▶ **DESCRIPTION OF THE TASK**
Can the data below be echoed back word for word?

Stored data:
<<<<

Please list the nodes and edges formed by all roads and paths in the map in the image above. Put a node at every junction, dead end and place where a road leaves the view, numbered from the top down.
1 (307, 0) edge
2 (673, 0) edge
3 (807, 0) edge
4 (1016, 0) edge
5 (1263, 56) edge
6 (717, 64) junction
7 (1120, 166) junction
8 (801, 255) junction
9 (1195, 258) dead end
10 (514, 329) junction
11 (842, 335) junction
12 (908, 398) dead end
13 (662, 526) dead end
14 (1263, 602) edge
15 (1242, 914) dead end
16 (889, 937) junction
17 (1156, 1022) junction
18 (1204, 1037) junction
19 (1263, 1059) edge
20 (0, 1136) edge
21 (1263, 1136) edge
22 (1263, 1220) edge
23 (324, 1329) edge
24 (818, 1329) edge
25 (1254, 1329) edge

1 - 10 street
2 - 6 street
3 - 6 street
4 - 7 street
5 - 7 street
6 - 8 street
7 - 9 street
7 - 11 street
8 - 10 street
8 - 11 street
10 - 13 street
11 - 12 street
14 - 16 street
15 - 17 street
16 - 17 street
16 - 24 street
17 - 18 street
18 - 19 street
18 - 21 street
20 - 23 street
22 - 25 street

>>>>

▶ **RESPONSE TO THIS TASK**
Please list the nodes and edges formed by all roads and paths in the map in the image above. Put a node at every junction, dead end and place where a road leaves the view, numbered from the top down.
1 (307, 0) edge
2 (673, 0) edge
3 (807, 0) edge
4 (1016, 0) edge
5 (1263, 56) edge
6 (717, 64) junction
7 (1120, 166) junction
8 (801, 255) junction
9 (1195, 258) dead end
10 (514, 329) junction
11 (842, 335) junction
12 (908, 398) dead end
13 (662, 526) dead end
14 (1263, 602) edge
15 (1242, 914) dead end
16 (889, 937) junction
17 (1156, 1022) junction
18 (1204, 1037) junction
19 (1263, 1059) edge
20 (0, 1136) edge
21 (1263, 1136) edge
22 (1263, 1220) edge
23 (324, 1329) edge
24 (818, 1329) edge
25 (1254, 1329) edge

1 - 10 street
2 - 6 street
3 - 6 street
4 - 7 street
5 - 7 street
6 - 8 street
7 - 9 street
7 - 11 street
8 - 10 street
8 - 11 street
10 - 13 street
11 - 12 street
14 - 16 street
15 - 17 street
16 - 17 street
16 - 24 street
17 - 18 street
18 - 19 street
18 - 21 street
20 - 23 street
22 - 25 street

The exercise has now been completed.